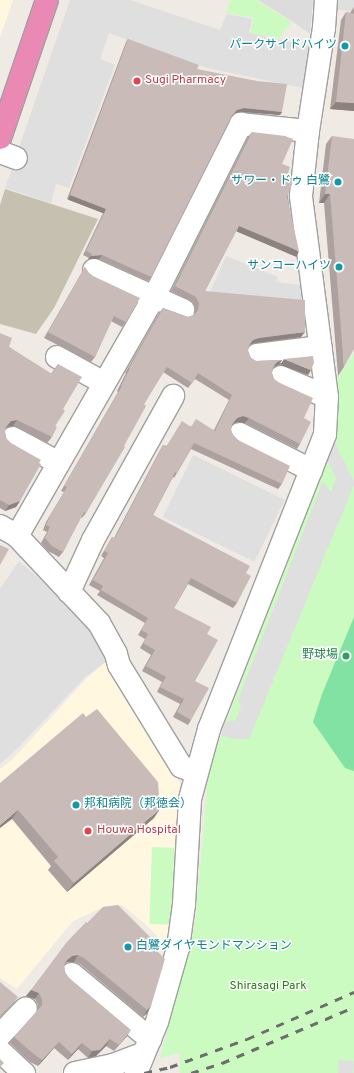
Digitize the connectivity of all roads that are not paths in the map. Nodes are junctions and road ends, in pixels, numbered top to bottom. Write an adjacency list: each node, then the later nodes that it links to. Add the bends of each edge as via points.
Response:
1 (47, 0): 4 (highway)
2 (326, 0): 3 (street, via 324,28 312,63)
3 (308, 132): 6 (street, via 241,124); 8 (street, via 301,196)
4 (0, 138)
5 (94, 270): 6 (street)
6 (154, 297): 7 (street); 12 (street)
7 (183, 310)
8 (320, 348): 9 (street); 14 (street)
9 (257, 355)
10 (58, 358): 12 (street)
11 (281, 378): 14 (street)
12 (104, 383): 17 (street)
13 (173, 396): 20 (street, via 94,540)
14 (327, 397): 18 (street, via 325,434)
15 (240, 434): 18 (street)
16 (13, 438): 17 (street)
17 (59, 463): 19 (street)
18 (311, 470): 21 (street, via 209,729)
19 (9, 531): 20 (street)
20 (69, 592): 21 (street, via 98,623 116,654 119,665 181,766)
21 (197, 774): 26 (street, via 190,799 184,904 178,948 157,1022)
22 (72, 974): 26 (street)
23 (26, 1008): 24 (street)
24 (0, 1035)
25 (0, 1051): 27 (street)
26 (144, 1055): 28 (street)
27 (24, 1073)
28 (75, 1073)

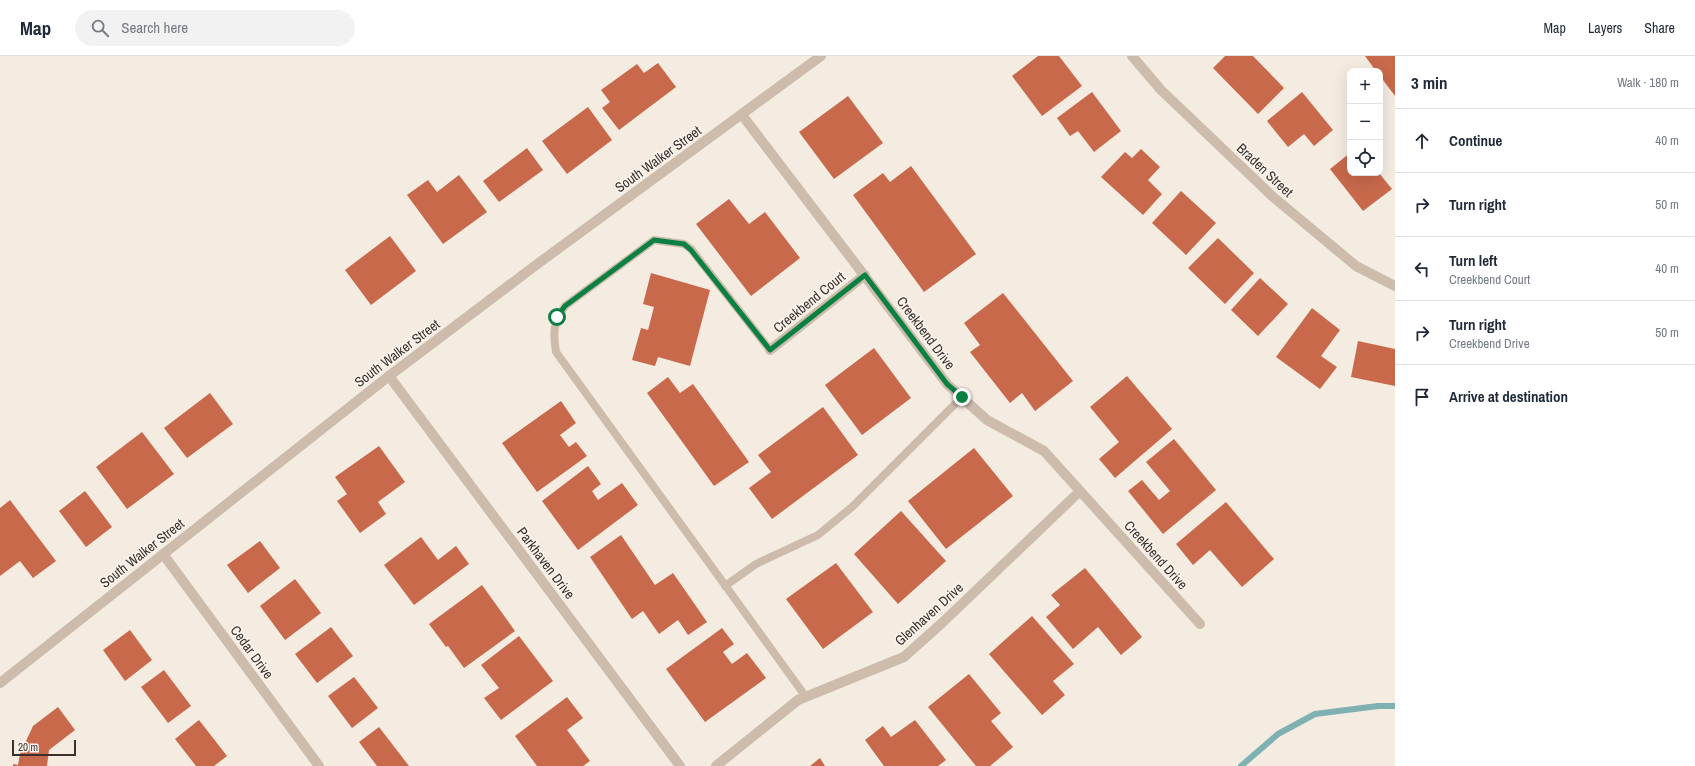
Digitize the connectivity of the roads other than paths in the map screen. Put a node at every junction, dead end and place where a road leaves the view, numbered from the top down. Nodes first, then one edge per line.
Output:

The task -
Repeat exactly, and only, the lines from the line with "Digitize the connectivity of the" through the end of the listing above, both ends included.

Problem solution -
Digitize the connectivity of the roads other than paths in the map screen. Put a node at every junction, dead end and place where a road leaves the view, numbered from the top down. Nodes first, then one edge per line.
Output:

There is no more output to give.